# Update on Bridgett not good, please pray for her



## 4Goldens' (Apr 3, 2012)

I just posted last week how well Bridgett was doing after fighting mammary cancer with mets to the lungs and possibly liver for over 10 months now. Yesterday out of no where she was having a real hard time breathing. The day before she was running and playing like a 2 year old. I really thought we would not make it through the night. Xrays this morning showed that her lungs are filled with fluid. You can't even see her tumors for the fluid. It was so horrible last night I prayed for God to take her if he wanted, to let her just fall asleep and leave me peacefully. The vet gave her an I.V. of 400 mg of lasix and prescribed her 80 mg. 3 times a day at home, hoping to reduce that in a couple of days. I am just broken hearted that this has happened, not that I didn't know eventually something would turn bad, but it was out of nowhere. She has had no cough, no hard time breathing, no signs that this was coming on at all. Please keep her in your prayers, she is doing a little better now that the lasix is kicking in, I just don't want her to suffer and I am not ready for her to leave me. I love her so much!!!


----------



## Tayla's Mom (Apr 20, 2012)

Prayers are coming your way.


----------



## davebeech (Feb 11, 2006)

thinking of you and Bridgett !!


----------



## inge (Sep 20, 2009)

I am so sorry...Good thoughts coming from CT.


----------



## Dubraska (Oct 28, 2012)

Sending love and light to you guys and praying for your babygirl.

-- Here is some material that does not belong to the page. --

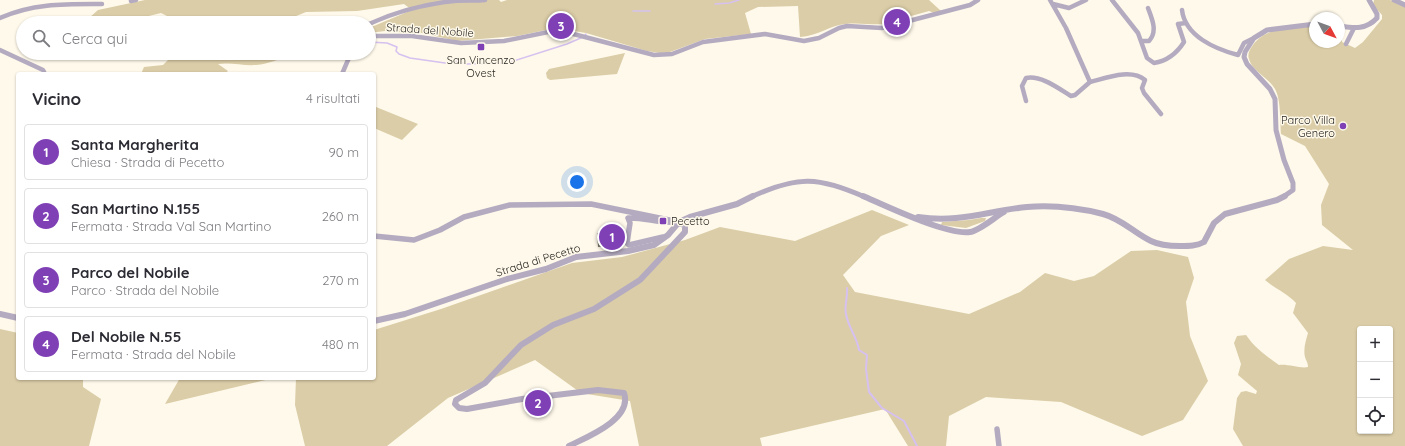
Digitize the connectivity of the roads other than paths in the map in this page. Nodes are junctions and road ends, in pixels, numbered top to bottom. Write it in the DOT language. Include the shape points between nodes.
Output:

Sent from my iPhone using Petguide.com Free App


----------



## Doug (Jul 17, 2010)

Good luck Bridgett!! We hope that you feel better asap!!


----------



## myboybailey (Oct 25, 2012)

I am so sorry to hear about Bridgett!!! My prayers are with you!
Wes


----------



## GoldenMum (Mar 15, 2010)

I am so very sorry, my thoughts and prayers are with you and Bridgett......fight little girl!


----------



## Brinkleythegolden (Jun 18, 2012)

Sending positive thoughts for you and Bridgett.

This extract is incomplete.